Richard Bergmair's Media Library



ML Lecture #4: Decision Trees & Issues in Representation

Decision trees are a highly generic concept class which can be used to fit a concept to almost any kind of data that might be thrown at a machine learner.

But this representational power comes at a price. Selecting a concept from a higher-dimensional concept class, i.e. from a more generic, more representationally powerful, concept class means that more information is required, and the output, even though it may provide a good fit to the data, may not describe the data in a meaningful way, nor generalize particularly well.

This video lecture introduces decision trees in detail, and discusses some of the tradeoffs around using a highly generic concept class like a decision tree.

We’ve mentioned on several occasions, that, at PANOPTICOM, our solution to media monitoring is based on solving the machine learning problem which we believe to be at the core of any media monitoring application.

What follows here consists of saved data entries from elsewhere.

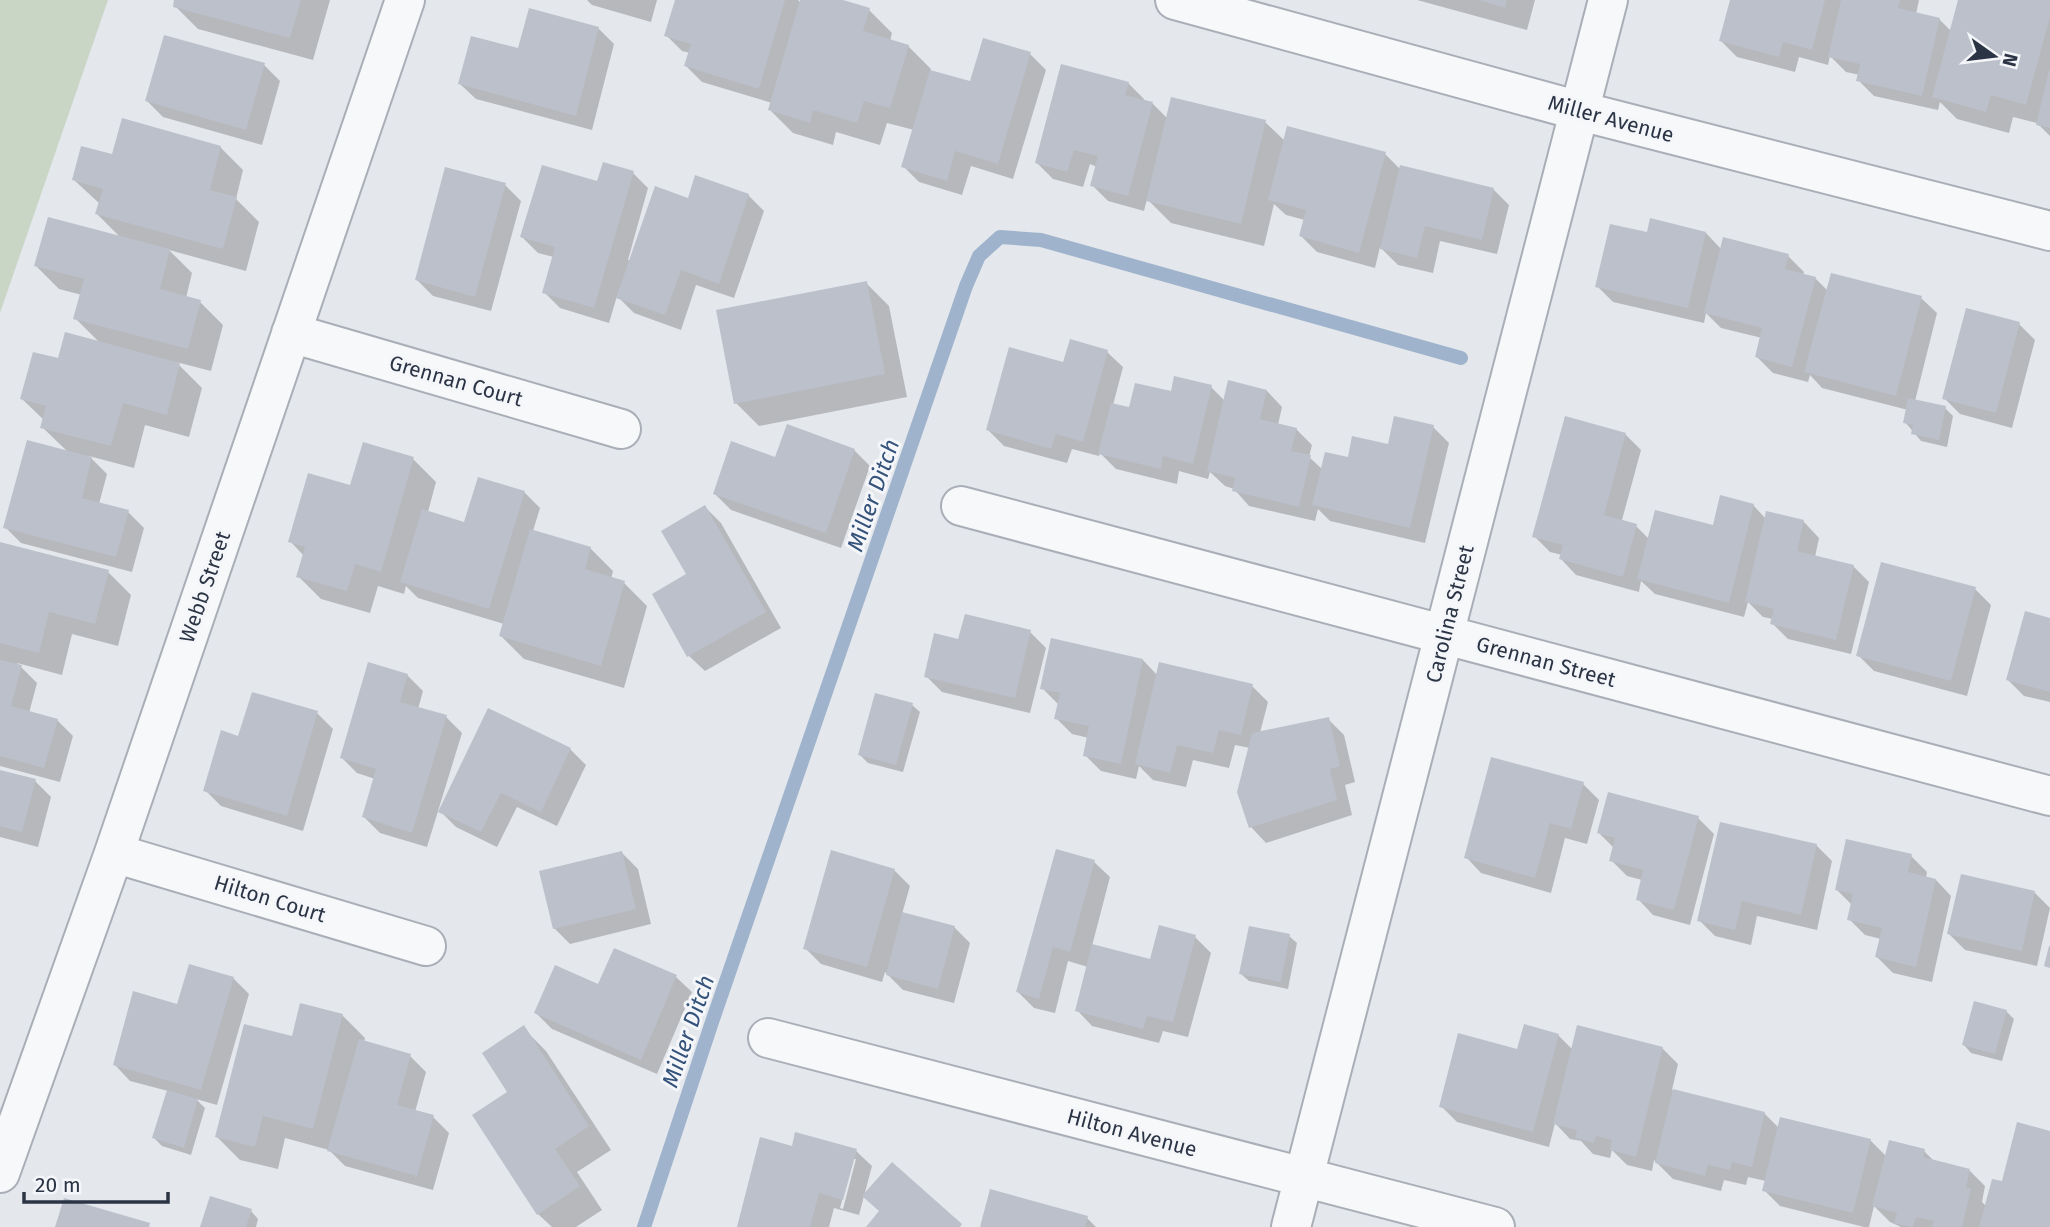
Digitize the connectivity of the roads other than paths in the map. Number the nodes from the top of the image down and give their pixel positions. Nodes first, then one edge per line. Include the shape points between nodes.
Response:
1 (405, 0) edge
2 (1175, 0) edge
3 (1608, 0) edge
4 (1580, 111) junction
5 (2050, 231) edge
6 (291, 333) junction
7 (621, 429) dead end
8 (961, 506) dead end
9 (1444, 635) junction
10 (2050, 796) edge
11 (114, 853) junction
12 (426, 946) dead end
13 (768, 1038) dead end
14 (0, 1173) edge
15 (1304, 1177) junction
16 (1291, 1227) edge
17 (1496, 1227) edge

1 - 6 street, Webb Street
2 - 4 street, Miller Avenue
3 - 4 street, Carolina Street
4 - 5 street, Miller Avenue
4 - 9 street, Carolina Street
6 - 7 street, Grennan Court
6 - 11 street, Webb Street
8 - 9 street, Grennan Street
9 - 10 street, Grennan Street
9 - 15 street, Carolina Street
11 - 12 street, Hilton Court
11 - 14 street, Webb Street
13 - 15 street, Hilton Avenue
15 - 16 street, Carolina Street
15 - 17 street, Hilton Avenue

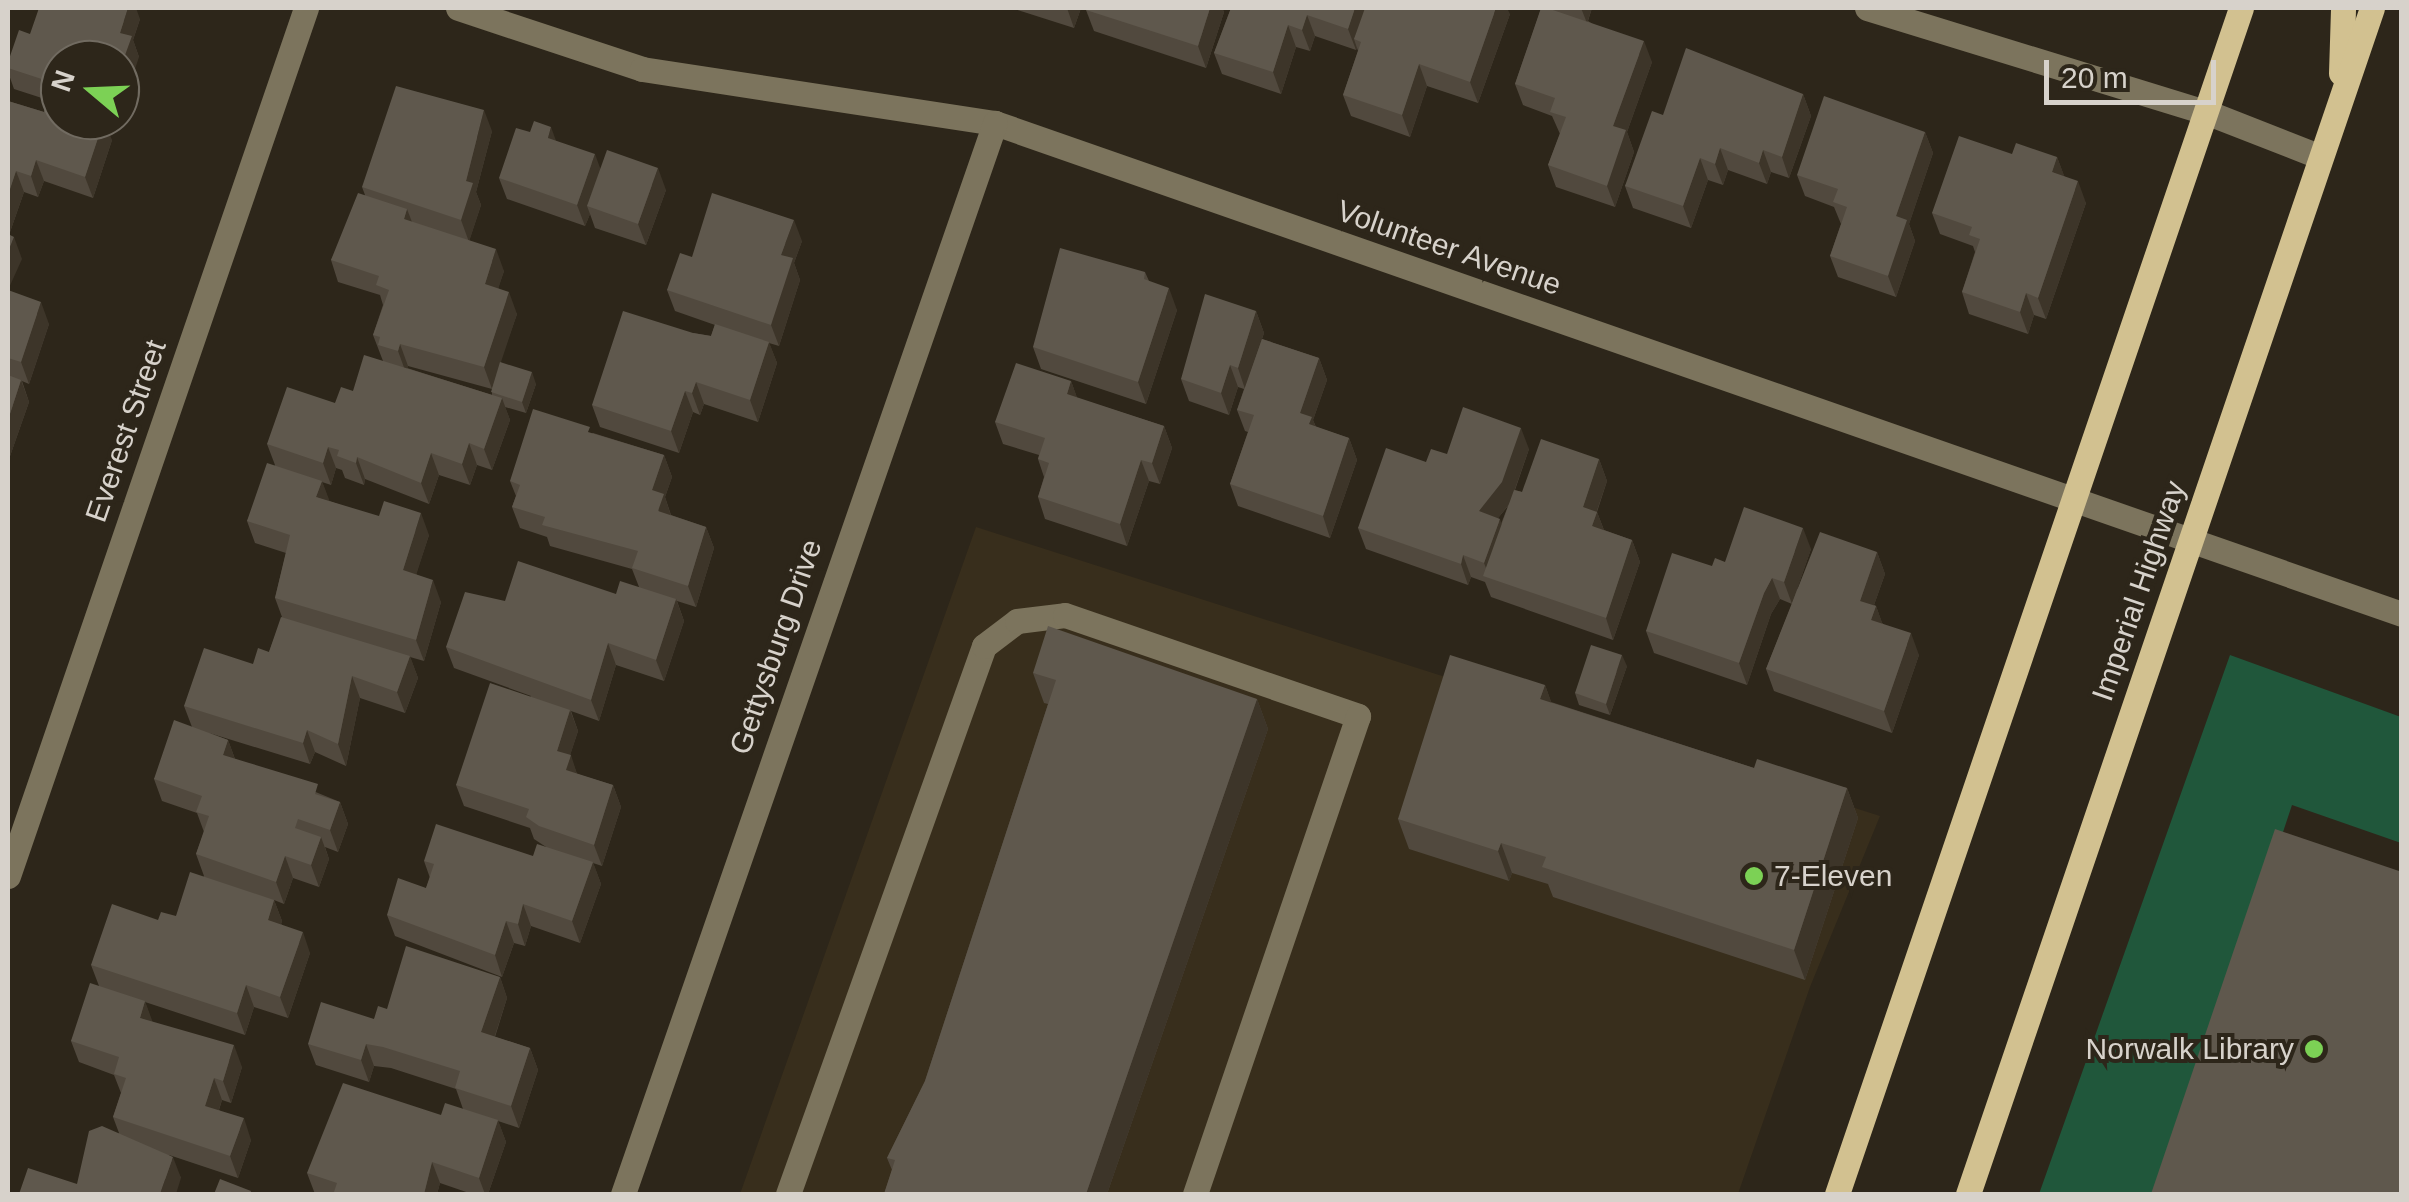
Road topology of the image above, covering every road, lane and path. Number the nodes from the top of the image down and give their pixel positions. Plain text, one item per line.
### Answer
1 (306, 8) edge
2 (458, 8) edge
3 (2241, 8) edge
4 (2343, 8) edge
5 (2372, 8) edge
6 (1882, 10) edge
7 (2340, 103) junction
8 (2206, 112) junction
9 (994, 123) junction
10 (2321, 157) junction
11 (2074, 502) junction
12 (2192, 536) junction
13 (2402, 614) edge
14 (8, 876) edge
15 (623, 1194) edge
16 (788, 1194) edge
17 (1195, 1194) edge
18 (1838, 1194) edge
19 (1968, 1194) edge

1 - 14 street, Everest Street
2 - 9 street, Volunteer Avenue
3 - 8 main road
4 - 7 main road
5 - 7 main road, Imperial Highway
6 - 8 street
7 - 10 main road, Imperial Highway
8 - 10 street
8 - 11 main road
9 - 11 street, Volunteer Avenue
9 - 15 street, Gettysburg Drive
10 - 12 main road, Imperial Highway
11 - 12 street, Volunteer Avenue
11 - 18 main road
12 - 13 street, Volunteer Avenue
12 - 19 main road, Imperial Highway
16 - 17 street

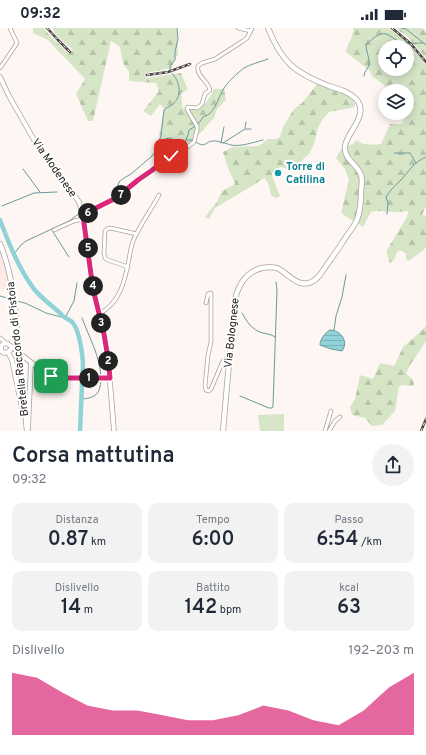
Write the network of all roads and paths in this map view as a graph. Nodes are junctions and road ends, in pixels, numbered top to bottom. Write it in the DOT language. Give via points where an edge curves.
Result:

The machine learning approach to media monitoring actually taken at PANOPTICOM is more advanced than decision trees, but it’s nevertheless instructive to think about how decision trees might be used to approach the problem of media monitoring.

Decision trees work by classifying each data point according to a series of yes-no questions that can be asked about it. For example, given a media article, the kinds of questions that might be asked are Is this a blog article? Was it written by a well-known blogger? Does it contain the keyword “regulatory”?

The reason it is useful to ask a series of questions like that is because, the computer has the ability to observe how answers to questions such as these affect the probability that the item will be relevant. For example, the computer may have observed that blog articles have a high probability of being relevant only if they come from a well-known blogger, and that blog articles from a well-known blogger have a higher probability of being relevant than a tweet on Twitter. It might furthermore have observed that blog articles containing the word “regulatory” could have a higher probability of being relevant to a specific client than the ones that don’t, etc.

In this video lecture, we also show how a decision tree consisting of useful questions to ask about data points can be constructed from a sample of data.